It is always fun and interesting to review our knowledges everytime we prepare for a technical interview. As time go, we explore several different new technologies that give us new things to learn and use. We might forget the “basic things” which we use less. In this post, I am gonna list down the fundamental knowledges that we definitely need for the SRE (Site Reliability Engineer) interview. Ah, if you are a DevOps, System Engineer or System Administrator this post is also useful for you :-).
The surveys show that Linux more pupular than Windows in server’s operation system market share. Many enterprise use Linux today, so definitely Linux is an important operation system every SRE should know. Even you are following Microsoft technologies, it is good to know about Linux and its open source tools. I don’t use Windows much so I am only gonna write about Linux and its related tooling and techniques :-).
There 2 books that I highly recommend you to read:
- The Linux Programming Interface: A Linux and UNIX System Programming Handbook by Michael Kerrisk
- Advanced Programming in the UNIX Environment, 3rd Edition by W. Richard Stevens and Stephen A. Rago
However, reading those big books will take time. You can also take a look at this blog for a quick tour about the Linux Kernel Internals.
Process: Each process provides the resources needed to execute a program. A process has a virtual address space, executable code, open handles to system objects, a security context, a unique process identifier, environment variables, a priority class, minimum and maximum working set sizes, and at least one thread of execution. Each process is started with a single thread, often called the primary thread, but can create additional threads from any of its threads.
Thread: A thread is an entity within a process that can be scheduled for execution. All threads of a process share its virtual address space and system resources. In addition, each thread maintains exception handlers, a scheduling priority, thread local storage, a unique thread identifier, and a set of structures the system will use to save the thread context until it is scheduled. The thread context includes the thread’s set of machine registers, the kernel stack, a thread environment block, and a user stack in the address space of the thread’s process. Threads can also have their own security context, which can be used for impersonating clients.
In short, the typical difference is that threads (of the same process) run in a shared memory space, while processes run in separate memory spaces.
You can also read more About Processes and Threads on MSDN.
System call is a fundamental interface between a process and operation system. System calls are usually made when a process in user mode requires access to a resource. Then it requests the kernel to provide the resource via system calls.

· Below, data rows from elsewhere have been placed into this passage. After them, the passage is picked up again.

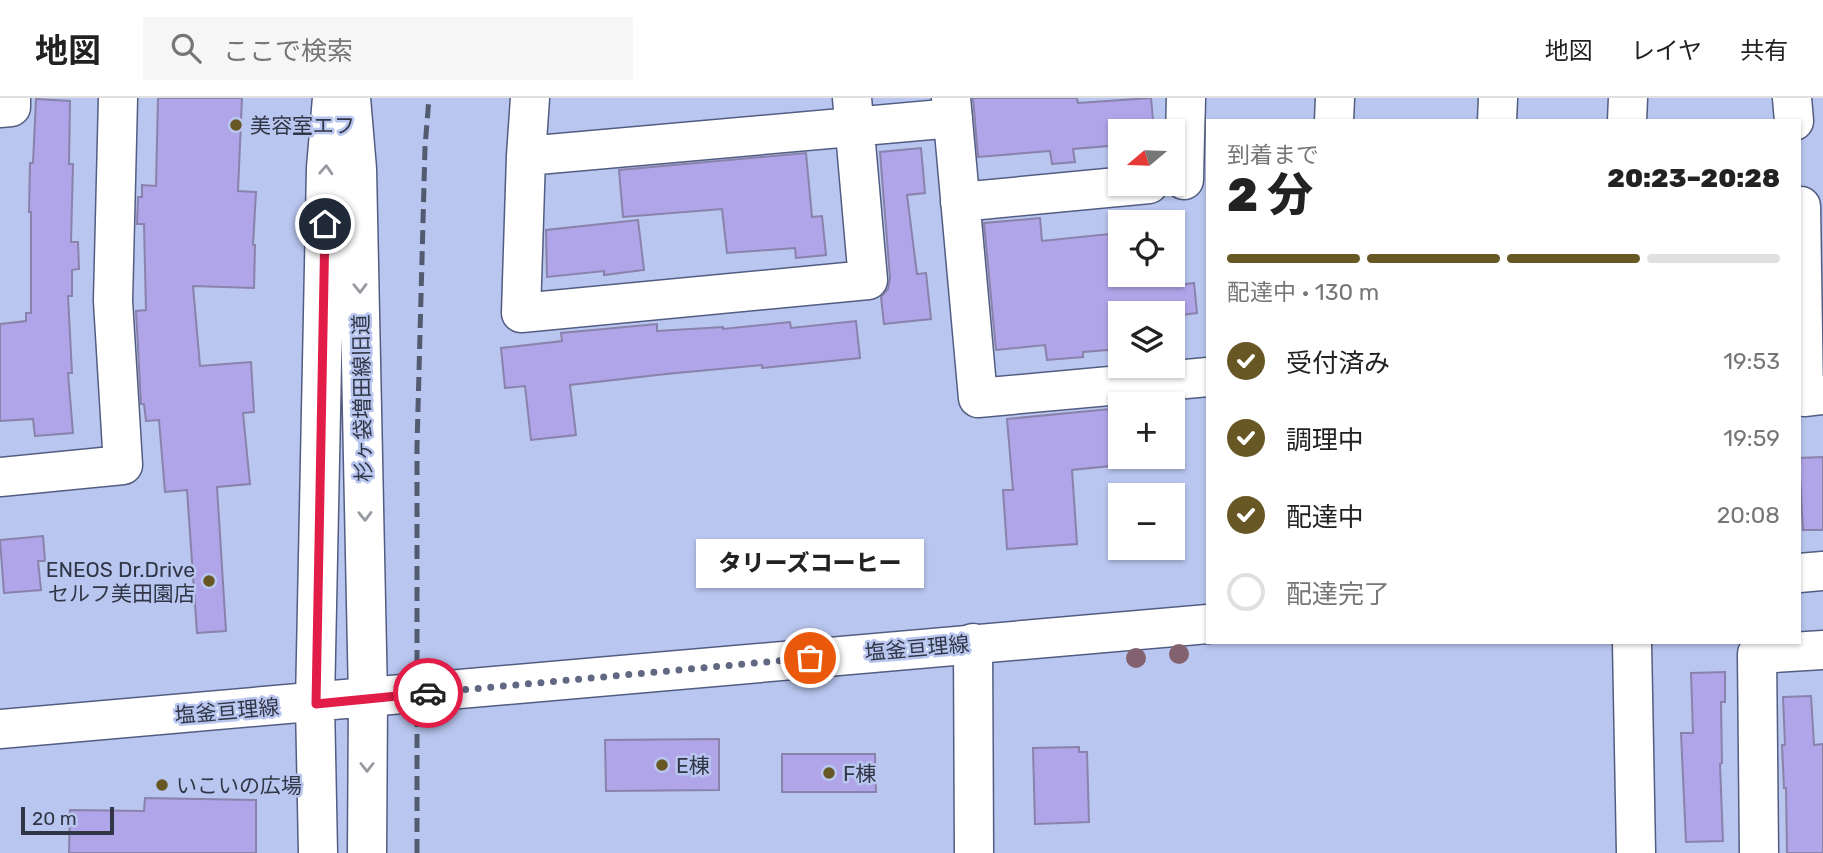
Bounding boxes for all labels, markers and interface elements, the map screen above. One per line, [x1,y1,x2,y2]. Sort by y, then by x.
search box [143,17,633,80]
icon: search [167,29,205,67]
text: 地図 [35,31,101,70]
text: ここで検索 [223,36,353,67]
text: 地図 [1545,37,1593,65]
text: レイヤ [1631,37,1702,65]
text: 共有 [1740,37,1788,65]
place label: 美容室エフ [250,113,355,138]
marker: 美容室エフ [228,117,244,133]
north arrow [1108,119,1185,196]
map controls [1108,119,1185,560]
text: 到着まで [1227,141,1319,169]
text: 20:23–20:28 [1607,163,1780,194]
one-way arrow [318,164,333,175]
text: 2 分 [1227,168,1313,223]
pin [295,194,355,254]
icon: home [306,205,344,243]
button: locate [1108,210,1185,287]
text: 配達中 · 130 m [1227,278,1379,306]
one-way arrow [352,283,367,294]
button: layers [1108,301,1185,378]
street label: 杉ヶ袋増田線旧道 [348,314,376,482]
icon: check [1227,342,1265,380]
text: 19:53 [1723,347,1780,375]
text: 受付済み [1286,348,1390,379]
button: + [1108,392,1185,469]
icon: check [1227,419,1265,457]
text: 19:59 [1723,424,1780,452]
text: 調理中 [1286,425,1364,456]
button: − [1108,483,1185,560]
icon: check [1227,496,1265,534]
text: 20:08 [1717,501,1780,529]
text: 配達中 [1286,502,1364,533]
one-way arrow [357,511,372,522]
callout: タリーズコーヒー [696,539,924,588]
text: タリーズコーヒー [719,549,901,577]
place label: ENEOS Dr.Drive セルフ美田園店 [46,557,195,606]
marker: ENEOS Dr.Drive セルフ美田園店 [201,573,217,589]
text: 配達完了 [1286,579,1390,610]
pin [780,628,840,688]
street label: 塩釜亘理線 [864,631,970,665]
icon: bag [791,639,829,677]
courier [393,658,463,728]
icon: car [409,674,447,712]
street label: 塩釜亘理線 [174,694,280,728]
place label: E棟 [676,753,710,778]
marker: E棟 [654,757,670,773]
place label: F棟 [843,761,876,786]
one-way arrow [359,762,375,773]
marker: F棟 [821,765,837,781]
place label: いこいの広場 [176,773,302,798]
marker: いこいの広場 [154,777,170,793]
scale bar [21,804,114,836]
text: 20 m [32,807,77,830]

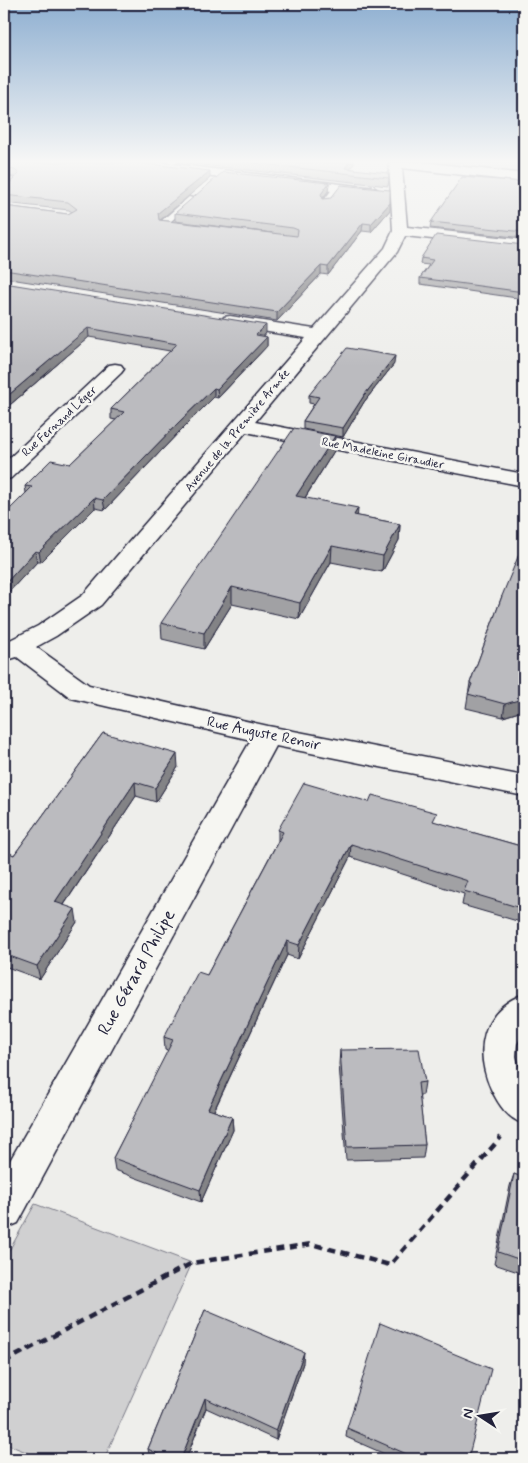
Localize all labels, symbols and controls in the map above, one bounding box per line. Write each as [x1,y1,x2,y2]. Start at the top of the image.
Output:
street label: Avenue de la Première Armée [182,366,294,495]
street label: Rue Fernand Léger [19,383,101,461]
street label: Rue Madeleine Giraudier [320,434,445,474]
street label: Rue Auguste Renoir [205,712,323,756]
street label: Rue Gérard Philipe [92,905,181,1040]
north arrow [456,1390,506,1440]
text: N [458,1407,478,1420]

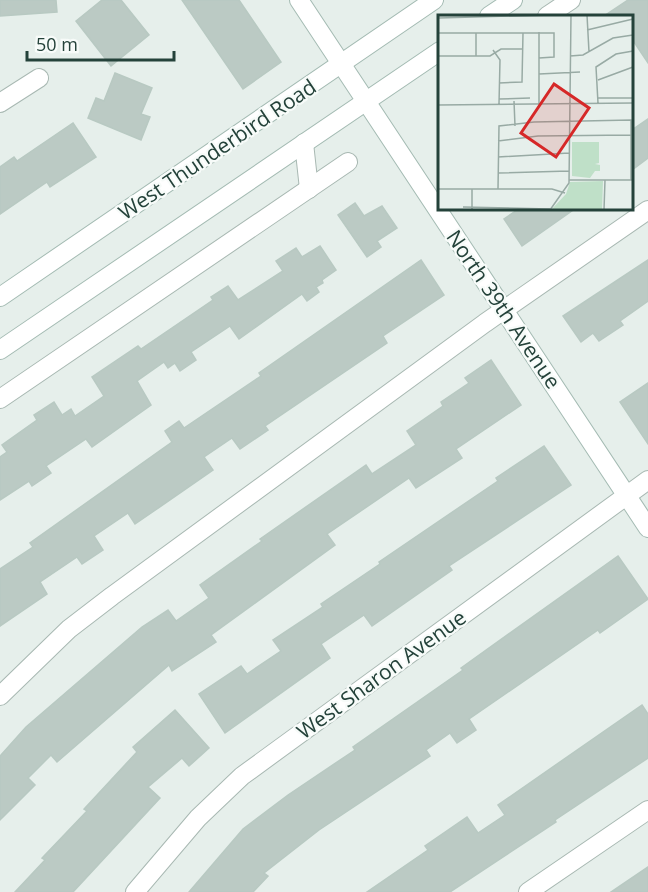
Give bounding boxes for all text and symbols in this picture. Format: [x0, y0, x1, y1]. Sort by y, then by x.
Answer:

There are mainly 5 types of system call:
- Process Control: Working with the process such as creation, termination, etc. Sample system calls
- File Management: Working with files on the system with operations such as open, read, write. close etc. Sample system calls
- Device Management: Working with the hardware devices with operation such as read, write. Sample system calls
- Information Maintenance: Responsible for transferring information between user application and operating system. Sample system calls
- Communication: Responsible for interprocess communication (IPC). Sample system calls
Fork system call use for creates a new process, which is called child process, which runs concurrently with process (which process called system call fork) and this process is called parent process. After a new child process created, both processes will execute the next instruction following the fork() system call. A child process uses the same pc (program counter), same CPU registers, same open files which use in the parent process.
If the fork() runs successfully, it will return 2 values which are
0 in the child process and
x = child process PID in the parent process. If it is unsuccessful, a negative value will be returned.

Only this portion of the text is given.